Two municipalities in the state of Rhode Island—Bristol and Warwick—replace the double yellow line with red, white, and blue striping along certain routes.

In some states, it is not against the law to overtake vehicles in the presence of solid yellow lines if it is safe to do so. For example, Vermont State Law also allows passing across the double yellow line when no traffic is on the opposing side, however, one must pass quickly and return to the proper side. Pennsylvania does permit passing on double yellow lines when not also posted with "Do Not Pass" signage. As of 2023, Oregon permits passing in any no passing zone if passing an obstruction (any type of vehicle, including bicycles) which is traveling at a speed less than 1/5 of the posted speed limit, so long as the passer remains at a speed that is 5 MPH below the posted speed limit. However, these states are unusual. Most states strictly enforce a ban on crossing a double yellow line (outside of the above-noted exceptions) and overtaking another vehicle across a solid yellow line is usually considered a serious traffic violation in most states.

Some parts of the US use a doubled set of double yellow lines (sometimes called "double-double yellow lines") to demarcate a painted median strip, which vehicles are not permitted to cross. This differs from a single set of double yellow lines, which may be crossed in certain circumstances.

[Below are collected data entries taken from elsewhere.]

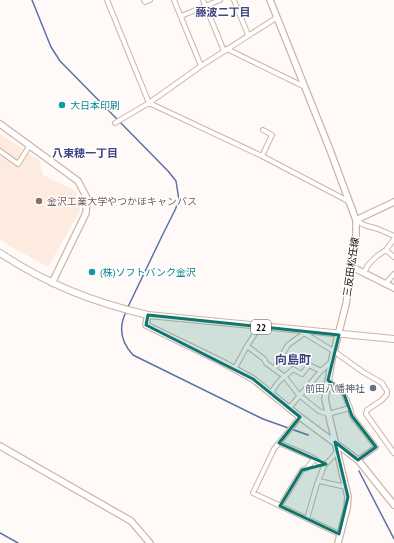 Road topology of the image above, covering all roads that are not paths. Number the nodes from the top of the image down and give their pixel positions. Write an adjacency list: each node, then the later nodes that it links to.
1 (107, 0): 16 (street)
2 (144, 0): 3 (street)
3 (150, 0)
4 (174, 0): 10 (street)
5 (203, 0): 9 (street)
6 (220, 0): 9 (street)
7 (234, 0): 12 (street)
8 (270, 0): 11 (street, 三反田松任線)
9 (206, 6): 10 (street); 13 (street)
10 (180, 16): 14 (street)
11 (276, 18): 12 (street); 15 (street, 三反田松任線)
12 (248, 35): 13 (street)
13 (226, 50): 14 (street); 15 (street)
14 (201, 66): 16 (street)
15 (305, 87): 23 (street, 三反田松任線)
16 (149, 104): 17 (street); 22 (street)
17 (116, 122)
18 (0, 124): 20 (street)
19 (263, 130): 22 (street)
20 (30, 145): 21 (street); 33 (street)
21 (0, 151)
22 (262, 156): 23 (street)
23 (349, 201): 25 (street, 三反田松任線)
24 (393, 203): 25 (street)
25 (356, 220): 26 (street); 30 (street, 三反田松任線)
26 (394, 238): 27 (street)
27 (386, 250): 29 (street); 31 (street)
28 (0, 253): 33 (main road, 22)
29 (394, 257)
30 (352, 267): 31 (street); 39 (street, 三反田松任線)
31 (364, 273): 34 (street)
32 (394, 274): 34 (street)
33 (52, 283): 36 (main road, 22)
34 (386, 283): 35 (street)
35 (394, 288)
36 (148, 315): 37 (main road, 22); 44 (street)
37 (260, 326): 38 (main road, 22); 41 (street)
38 (305, 332): 39 (main road, 22); 42 (street); 45 (street)
39 (339, 335): 40 (main road, 22); 42 (street, 三反田松任線)
40 (394, 339)
41 (247, 346): 44 (street); 45 (street)
42 (335, 352): 43 (street, 三反田松任線); 59 (street)
43 (331, 362): 46 (street); 48 (street, 三反田松任線)
44 (235, 368): 49 (street)
45 (274, 369): 47 (street)
46 (321, 371): 47 (street); 50 (street)
47 (285, 377): 49 (street); 50 (street)
48 (328, 380): 52 (street); 53 (street, 三反田松任線)
49 (271, 394): 51 (street)
50 (299, 395): 51 (street); 53 (street)
51 (289, 408): 54 (street)
52 (350, 408): 53 (street); 61 (street)
53 (328, 414): 55 (street, 三反田松任線)
54 (300, 417): 55 (street); 56 (street)
55 (335, 442): 58 (street, 三反田松任線); 61 (street)
56 (279, 443): 60 (street); 66 (street)
57 (0, 446): 69 (street)
58 (337, 452): 62 (street); 64 (street, 三反田松任線)
59 (394, 453)
60 (314, 459): 62 (street); 66 (street)
61 (358, 460): 65 (street)
62 (324, 466): 63 (street)
63 (319, 480): 64 (street); 67 (street)
64 (346, 487): 68 (street, 三反田松任線)
65 (394, 505)
66 (280, 506): 67 (street)
67 (307, 519): 68 (street)
68 (339, 534): 70 (street, 三反田松任線)
69 (150, 543)
70 (338, 543)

In British Columbia, it is against the law to touch or cross a solid double yellow line at any time, except to avoid obstructions on the highway, or when a vehicle is entering or exiting the highway, if the vehicle can safely do so without affecting the flow of other vehicles.

==== Others ====
In the Philippines, double yellow lines (usually on either side of white segmented lines) indicate it is strictly forbidden for vehicles on either side of the lanes to overtake or counter-flow. These markings are commonly seen on blind curves and in bridges.

In India, double yellow line, in contrast with a double white line, indicates a no-passing restriction. Double white is just a no-passing suggestion.

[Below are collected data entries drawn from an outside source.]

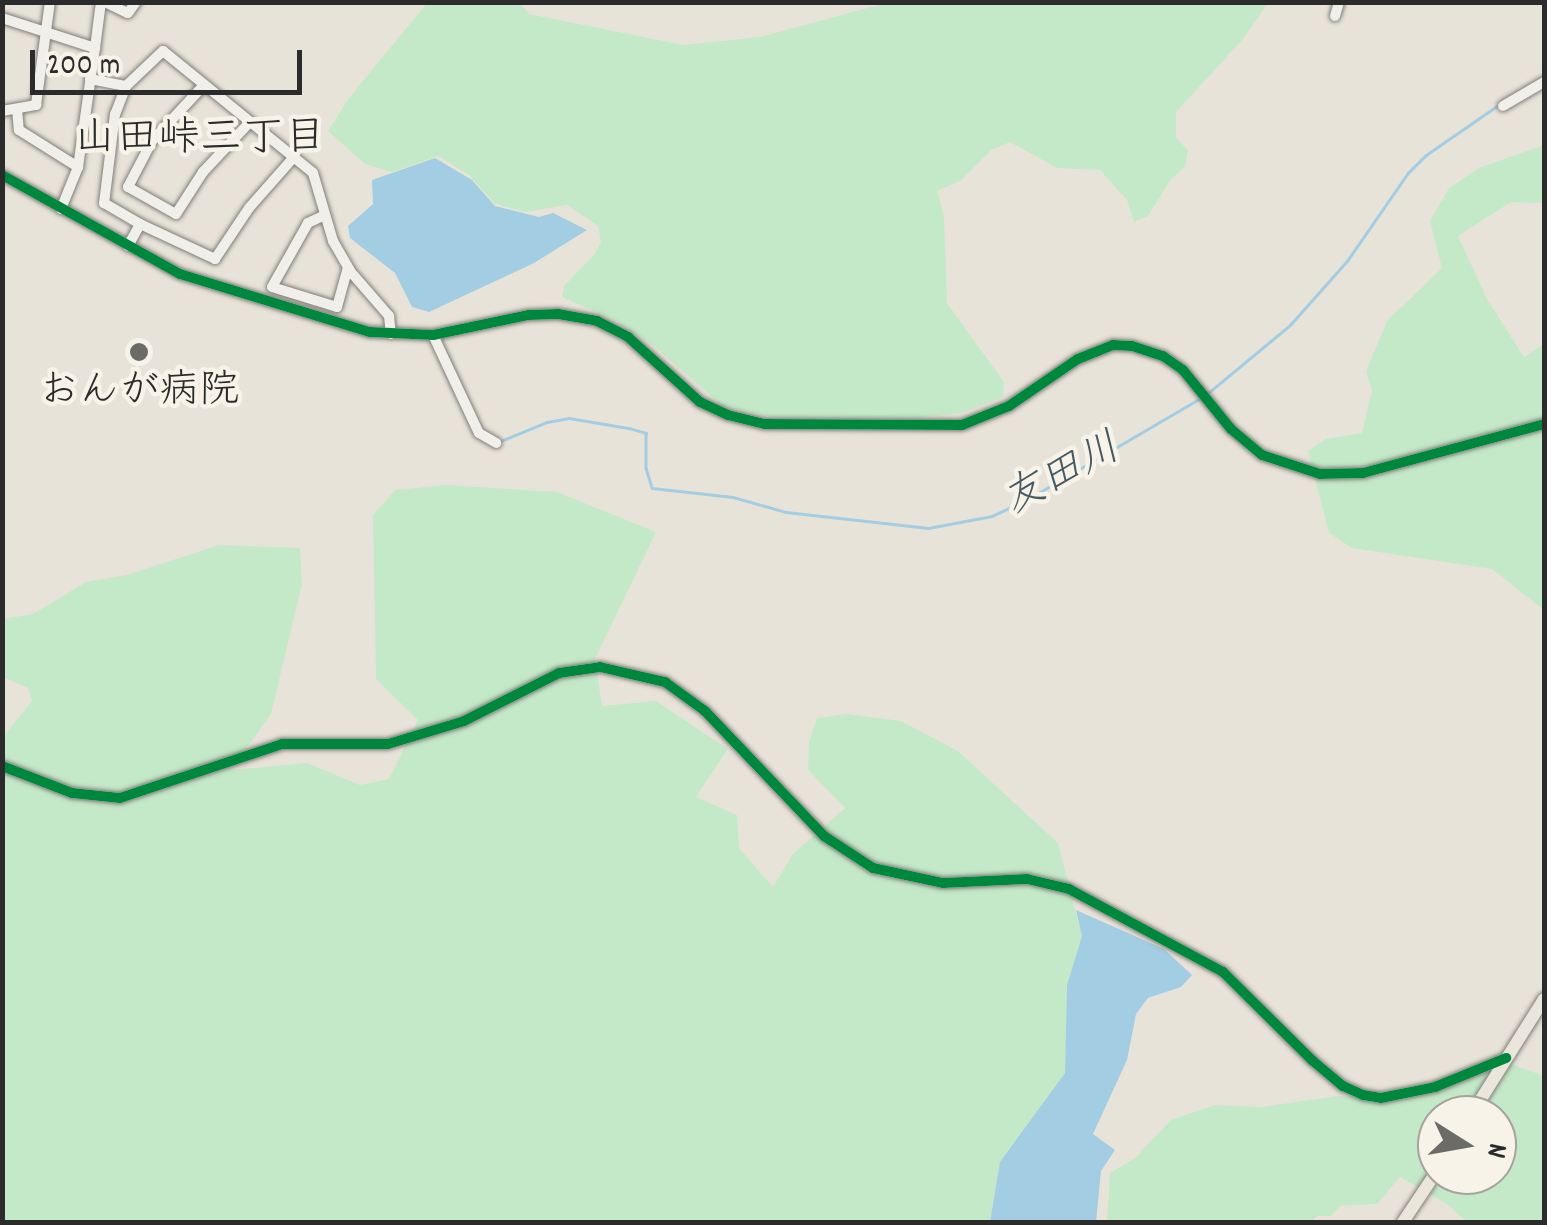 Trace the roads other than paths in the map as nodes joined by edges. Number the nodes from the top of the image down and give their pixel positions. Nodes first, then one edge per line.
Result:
1 (50, 2) edge
2 (104, 2) edge
3 (136, 2) edge
4 (1339, 2) edge
5 (1336, 16) dead end
6 (2, 18) edge
7 (46, 32) junction
8 (95, 48) junction
9 (90, 79) junction
10 (1544, 82) edge
11 (204, 84) junction
12 (126, 86) junction
13 (1503, 106) dead end
14 (17, 108) junction
15 (2, 111) edge
16 (250, 122) junction
17 (294, 158) junction
18 (78, 166) junction
19 (2, 175) edge
20 (61, 208) junction
21 (325, 215) junction
22 (140, 224) junction
23 (128, 246) junction
24 (348, 268) junction
25 (391, 334) junction
26 (433, 335) junction
27 (1544, 424) edge
28 (496, 443) dead end
29 (2, 766) edge
30 (1544, 999) edge
31 (1506, 1058) junction
32 (1484, 1095) edge
33 (1421, 1195) edge
34 (1403, 1222) edge

1 - 7 street
2 - 3 street
2 - 8 street
4 - 5 street
6 - 7 street
7 - 8 street
7 - 14 street
8 - 9 street
9 - 12 street
9 - 18 street
10 - 13 street
11 - 12 street
11 - 16 street
11 - 16 street
12 - 22 street
14 - 15 street
14 - 18 street
16 - 17 street
17 - 21 street
17 - 22 street
18 - 20 street
19 - 20 street
20 - 23 street
21 - 24 street
21 - 24 street
22 - 23 street
23 - 25 street
24 - 25 street
25 - 26 street
26 - 27 street
26 - 28 street
29 - 31 street
30 - 31 main road
31 - 32 main road
33 - 34 main road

In Norway, a double yellow line means that passing is forbidden in both directions.

=== Verge lines ===
Double yellow verge lines as a parking restriction were first introduced in the UK by section 51 of the Road Traffic Act 1960 (repealed in 1972 and replaced by later legislation).

Countries that were once part of the British Empire are likely to retain a modified version of the British laws including the basic principles regarding road safety. The countries that use double yellow lines include:

- Hong Kong (no stopping restriction)
- Republic of Ireland
- Malaysia, especially in major towns like Kuala Lumpur
- Malta (no stopping)
- Mauritius
- Singapore

====United Kingdom ====

Double yellow lines in the UK indicate that parking is prohibited.

Double yellow lines along the edge of the carriageway indicate that waiting restrictions apply to the road (which includes the carriageway, footway and verge). Double yellow lines mean no waiting at any time, unless there are signs that specifically indicate seasonal restrictions. A driver may stop for passengers to board or alight and to load or unload (unless there are also 'loading restrictions' - see below). The regulation applies to all vehicles. The restriction applies from the centre of the carriageway to the back of the footway.

Loading and unloading is allowed on double yellow lines at any time, unless there are additional markings indicating that there are 'loading restrictions'. A single short yellow stripe at regular intervals across the kerb or edge of the carriageway indicates that loading and unloading is not permitted at the times shown on accompanying black and white sign plates. Two short yellow stripes at regular intervals across the kerb or edge of the carriageway indicate that loading and unloading is not permitted at any time (and the sign plates may be omitted). Loading/unloading time may be restricted, depending upon the local authority making the restriction. One must not cause an obstruction to traffic or pedestrians.

==Safety issues==
The paint used for yellow line road markings can contain chromate pigment, which may cause urban pollution as it deteriorates. Hexavalent chromium in dust can cause dermatitis ulceration on the skin, inflammation of the nasal mucosa and larynx, and lung cancer.